Editor's note: Spokesperson Jaslee Carayol requested that the Editorial Board clarify that the College Board doesn't sell students' information, they ~license~ it.
Carayol also clarified that "students must affirmatively opt-in" and "can opt-out of Search at any time."
A good college was important to many of our 18-year-old selves. A reputable one, a beautiful one, a diverse one, an institution that valued us as contributing member to its campus life and academics — we all had different criteria based on how society instructed us to pursue our futures.
We sent countless applications to different universities. We busted our asses to achieve a decent score on SAT, ACT and AP exams. We pushed to attain awards and honors, and even took on extracurricular activities. We strained ourselves to receive academic and even professional recognition in the hopes that a college would take notice of us; would add us to their numbers.

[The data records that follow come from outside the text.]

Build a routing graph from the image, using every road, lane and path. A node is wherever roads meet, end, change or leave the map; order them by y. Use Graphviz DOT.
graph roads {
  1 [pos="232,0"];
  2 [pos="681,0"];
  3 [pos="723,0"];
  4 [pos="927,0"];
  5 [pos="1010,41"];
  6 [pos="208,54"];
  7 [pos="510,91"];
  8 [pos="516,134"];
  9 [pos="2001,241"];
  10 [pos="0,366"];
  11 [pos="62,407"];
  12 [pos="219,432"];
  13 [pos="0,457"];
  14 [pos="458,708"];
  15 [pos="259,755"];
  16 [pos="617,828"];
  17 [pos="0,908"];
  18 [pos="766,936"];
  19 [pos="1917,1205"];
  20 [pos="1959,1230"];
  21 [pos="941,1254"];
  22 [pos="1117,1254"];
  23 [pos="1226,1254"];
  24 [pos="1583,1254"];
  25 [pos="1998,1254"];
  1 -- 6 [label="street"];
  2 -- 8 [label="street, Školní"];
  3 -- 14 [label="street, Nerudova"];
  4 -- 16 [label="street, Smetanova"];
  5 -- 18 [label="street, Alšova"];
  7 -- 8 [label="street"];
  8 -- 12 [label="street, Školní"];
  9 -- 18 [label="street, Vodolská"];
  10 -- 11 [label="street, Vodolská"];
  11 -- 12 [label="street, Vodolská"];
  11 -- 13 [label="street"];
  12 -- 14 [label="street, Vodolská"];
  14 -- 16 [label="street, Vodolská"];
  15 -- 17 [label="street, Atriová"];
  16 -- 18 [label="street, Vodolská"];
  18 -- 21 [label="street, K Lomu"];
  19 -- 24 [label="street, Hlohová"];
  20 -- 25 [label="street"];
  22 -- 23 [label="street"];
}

What we may not have realized was that no matter which college chose us, we would always be just a number in their eyes.
This careless attitude toward students, and hardworking ones at that, is most exemplified by a recent Wall Street Journal report on the College Board's sale of student profile data to colleges. The College Board is an institution that creates and administers standardized tests and curricula — including the SAT and AP exams — to high school students. In doing so, it holds the reins to one of the most crucial components of the college admissions process; students' data. Why does this matter?
In selling test-takers' names and personal information to universities, the College Board takes part in another, more sinister business — one in which schools inflate their applicant pools and rejection rates based on information that students have virtually no choice but to provide.
The data includes information about high school students' names, ethnic identities, parents' education and approximate PSAT and/or SAT scores. All of this is sold for just 47 cents per student.